You can manually re-render snapshots in two ways: through the Snapshot Explorer in the dashboard for individual pages, or through the POST /v1/snapshot/queue API endpoint for programmatic and bulk re-rendering. Both methods queue a new render job that replaces the existing snapshot once complete.

Via the dashboard:

  1. Navigate to your site and open the Snapshots tab.
  2. Find the page you want to re-render using the search bar.
  3. Click the Re-render button on the snapshot row.
  4. The snapshot status changes to “Rendering” while the job is in progress.

Via the API:

bash
curl -X POST https://search.perfectline.io/v1/snapshot/queue \
  -H "Authorization: Bearer YOUR_API_KEY" \
  -H "Content-Type: application/json" \
  -d '{"site_id": "your-site-id", "paths": ["/products", "/about", "/blog/latest"]}'

The API accepts an array of paths and queues a render job for each one. See the POST /v1/snapshot/queue API reference for all options.

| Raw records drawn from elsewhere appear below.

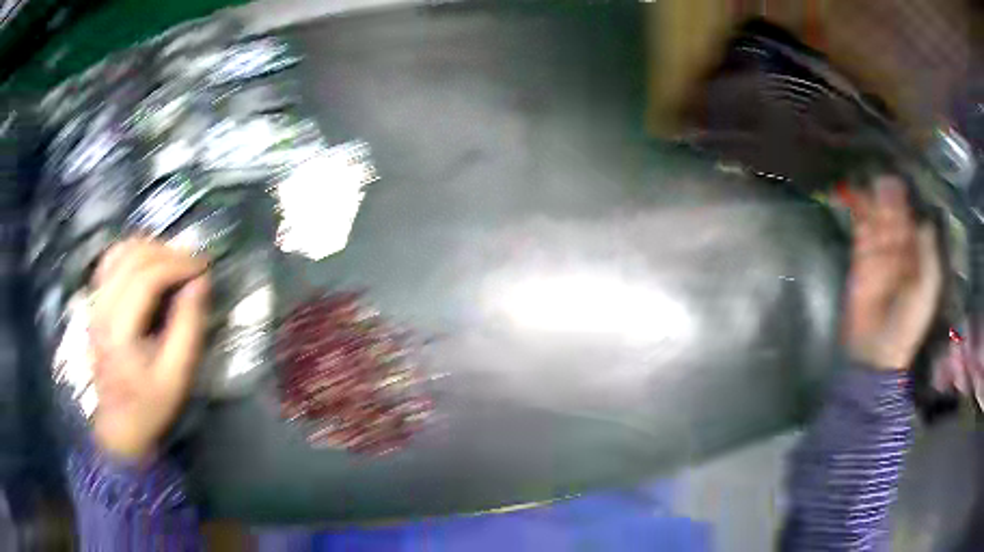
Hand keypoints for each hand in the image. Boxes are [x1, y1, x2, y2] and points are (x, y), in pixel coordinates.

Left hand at [89, 239, 209, 461]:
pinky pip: (110, 261)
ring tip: (171, 262)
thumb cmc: (150, 405)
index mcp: (119, 331)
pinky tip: (147, 264)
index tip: (203, 267)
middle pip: (132, 257)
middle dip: (166, 253)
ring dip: (149, 249)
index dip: (177, 264)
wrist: (119, 425)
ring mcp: (95, 304)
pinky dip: (131, 253)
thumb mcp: (177, 376)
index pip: (146, 277)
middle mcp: (102, 309)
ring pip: (119, 252)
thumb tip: (200, 283)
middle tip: (192, 264)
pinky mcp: (94, 303)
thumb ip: (188, 327)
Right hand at [844, 176, 942, 369]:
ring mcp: (878, 255)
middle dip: (889, 197)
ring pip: (876, 220)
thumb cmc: (908, 322)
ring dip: (872, 201)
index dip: (907, 203)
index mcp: (916, 256)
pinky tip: (854, 197)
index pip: (912, 221)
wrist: (877, 351)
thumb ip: (928, 254)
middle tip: (883, 177)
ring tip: (869, 181)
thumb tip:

How do I use the Snapshot Explorer?

The Snapshot Explorer is accessible from the Snapshots tab in your site dashboard. It provides a searchable list of all snapshots for your site, with the ability to preview rendered content, inspect metadata, and trigger re-renders. Use the search bar to filter by URL path and quickly find specific pages.

Each snapshot row displays the URL path, the snapshot status (fresh, stale, or rendering), the last rendered timestamp, and the HTML and Markdown file sizes. Click a row to expand it and see a preview of the rendered content in both HTML and Markdown formats. You can switch between formats using the tab controls.

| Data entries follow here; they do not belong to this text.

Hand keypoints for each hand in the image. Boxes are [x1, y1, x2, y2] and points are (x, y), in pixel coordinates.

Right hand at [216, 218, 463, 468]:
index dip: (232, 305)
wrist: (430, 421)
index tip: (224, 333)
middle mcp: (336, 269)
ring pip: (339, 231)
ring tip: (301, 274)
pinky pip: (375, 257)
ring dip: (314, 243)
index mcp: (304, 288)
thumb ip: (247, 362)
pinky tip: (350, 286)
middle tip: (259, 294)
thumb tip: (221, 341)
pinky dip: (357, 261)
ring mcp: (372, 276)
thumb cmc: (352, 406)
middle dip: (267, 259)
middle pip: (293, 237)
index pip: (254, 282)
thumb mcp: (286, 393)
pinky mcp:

The Snapshot Explorer also shows aggregate statistics at the top: total snapshots, the percentage that are fresh vs. stale, and your total storage usage. This gives you a quick overview of your snapshot health without needing to examine individual pages.

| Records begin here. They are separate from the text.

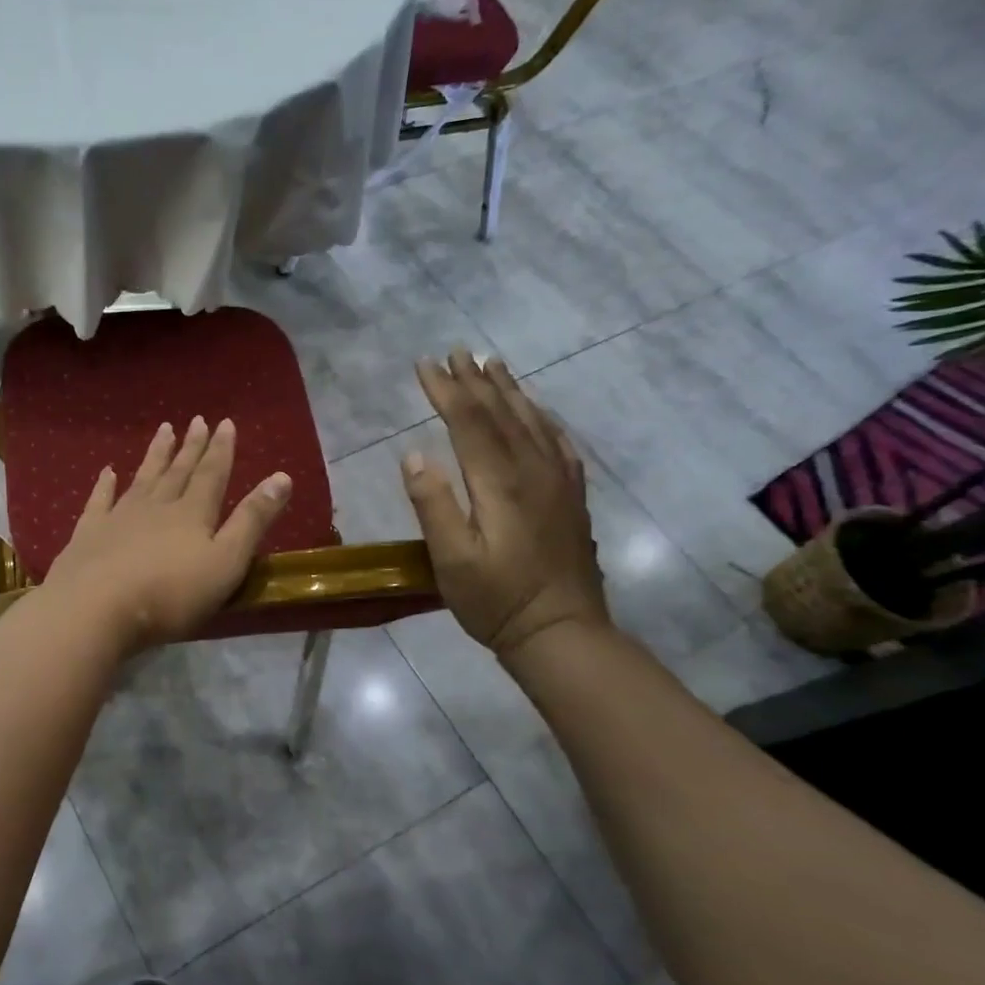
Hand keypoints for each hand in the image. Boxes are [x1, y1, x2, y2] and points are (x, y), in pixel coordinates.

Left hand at [43, 417, 291, 652]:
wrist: (96, 608)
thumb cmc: (170, 594)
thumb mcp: (225, 562)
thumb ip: (252, 521)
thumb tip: (282, 477)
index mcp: (192, 514)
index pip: (212, 475)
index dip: (221, 450)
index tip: (225, 423)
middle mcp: (156, 506)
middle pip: (177, 471)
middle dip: (190, 447)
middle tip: (196, 420)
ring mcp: (119, 517)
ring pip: (142, 478)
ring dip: (155, 455)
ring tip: (164, 430)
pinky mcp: (88, 533)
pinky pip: (99, 500)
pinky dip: (104, 484)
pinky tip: (107, 471)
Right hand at [401, 348, 609, 659]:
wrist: (561, 631)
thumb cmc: (496, 600)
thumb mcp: (451, 559)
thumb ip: (434, 504)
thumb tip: (413, 455)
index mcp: (500, 483)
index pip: (469, 423)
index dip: (446, 391)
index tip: (424, 365)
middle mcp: (533, 471)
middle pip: (502, 413)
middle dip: (475, 381)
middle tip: (456, 352)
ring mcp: (558, 482)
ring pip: (532, 421)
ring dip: (509, 390)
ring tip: (492, 365)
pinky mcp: (571, 497)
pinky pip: (558, 442)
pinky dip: (542, 418)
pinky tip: (536, 411)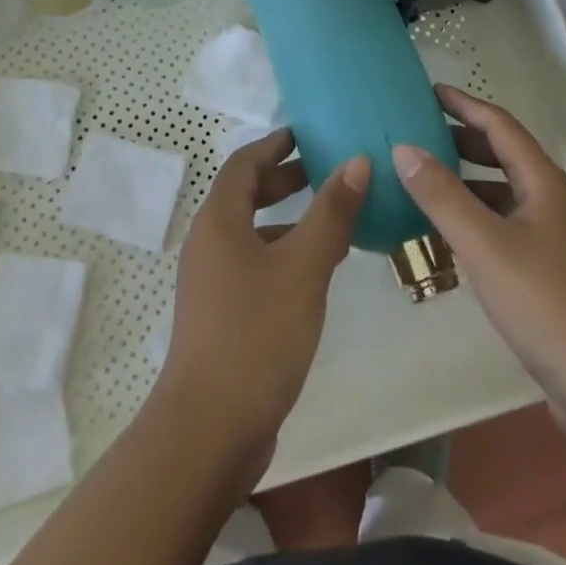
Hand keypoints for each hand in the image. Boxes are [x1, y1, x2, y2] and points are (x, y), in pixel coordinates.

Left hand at [159, 127, 368, 467]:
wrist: (209, 430)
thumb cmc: (256, 333)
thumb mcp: (303, 266)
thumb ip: (331, 212)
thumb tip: (357, 160)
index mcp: (219, 220)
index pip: (244, 163)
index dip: (275, 145)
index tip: (306, 134)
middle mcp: (208, 243)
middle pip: (245, 195)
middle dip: (284, 180)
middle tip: (326, 173)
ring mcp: (211, 282)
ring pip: (252, 233)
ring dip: (288, 220)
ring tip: (333, 222)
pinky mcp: (220, 316)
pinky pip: (254, 265)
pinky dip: (283, 255)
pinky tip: (315, 275)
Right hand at [392, 87, 565, 418]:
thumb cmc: (549, 304)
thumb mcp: (485, 245)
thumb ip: (442, 196)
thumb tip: (404, 148)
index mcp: (543, 183)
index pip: (500, 125)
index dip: (465, 104)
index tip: (429, 91)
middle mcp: (552, 203)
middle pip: (504, 156)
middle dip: (463, 140)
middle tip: (420, 134)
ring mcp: (555, 241)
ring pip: (504, 196)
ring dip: (467, 184)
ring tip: (424, 183)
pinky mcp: (552, 276)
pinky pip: (506, 230)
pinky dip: (476, 222)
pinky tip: (449, 240)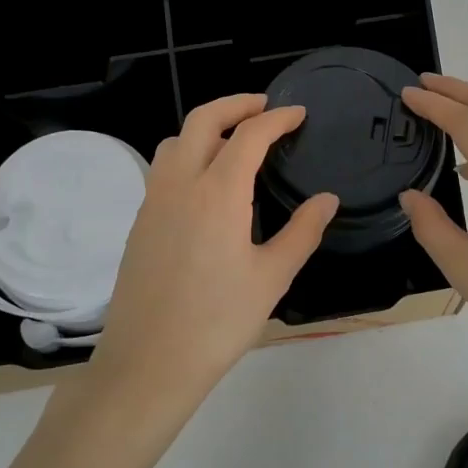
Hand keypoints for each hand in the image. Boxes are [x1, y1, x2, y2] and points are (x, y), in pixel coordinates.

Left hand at [85, 94, 338, 417]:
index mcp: (217, 192)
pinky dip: (188, 154)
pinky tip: (206, 184)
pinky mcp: (140, 221)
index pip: (249, 135)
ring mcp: (153, 200)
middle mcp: (180, 183)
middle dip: (236, 104)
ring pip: (177, 140)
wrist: (148, 363)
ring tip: (235, 142)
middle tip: (265, 108)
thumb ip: (302, 232)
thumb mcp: (272, 278)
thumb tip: (327, 199)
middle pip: (203, 120)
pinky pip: (164, 168)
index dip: (277, 118)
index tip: (298, 113)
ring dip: (207, 128)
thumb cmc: (218, 322)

How do I bulk invalidate snapshots?

Bulk invalidation lets you mark multiple snapshots as stale at once, triggering background re-renders for all of them. You can invalidate by path pattern using the API, or purge your entire cache from the site settings page. Invalidation does not delete snapshots — it marks them as stale so they are re-rendered on the next request.

Via the API:

bash
curl -X POST https://search.perfectline.io/v1/webhook/invalidate \
  -H "Authorization: Bearer YOUR_API_KEY" \
  -H "Content-Type: application/json" \
  -d '{"site_id": "your-site-id", "pattern": "/blog/**"}'

The pattern field supports the same wildcard syntax as access control rules. Use /** to invalidate everything. See the POST /v1/webhook/invalidate API reference for details.

Via the dashboard:

Go to your site's Settings page and click the Purge All Cache button. This invalidates every snapshot for the site and queues re-renders for all of them. Use this after a major site redesign or content migration to ensure all snapshots reflect the latest version of your pages.

Invalidation vs. deletion

Invalidating a snapshot does not delete it. The stale snapshot continues to be served to bots while a fresh version is being rendered in the background. This ensures that bots never receive a blank page during re-rendering. If you need to immediately stop serving a specific page, use an access control rule to block the path instead.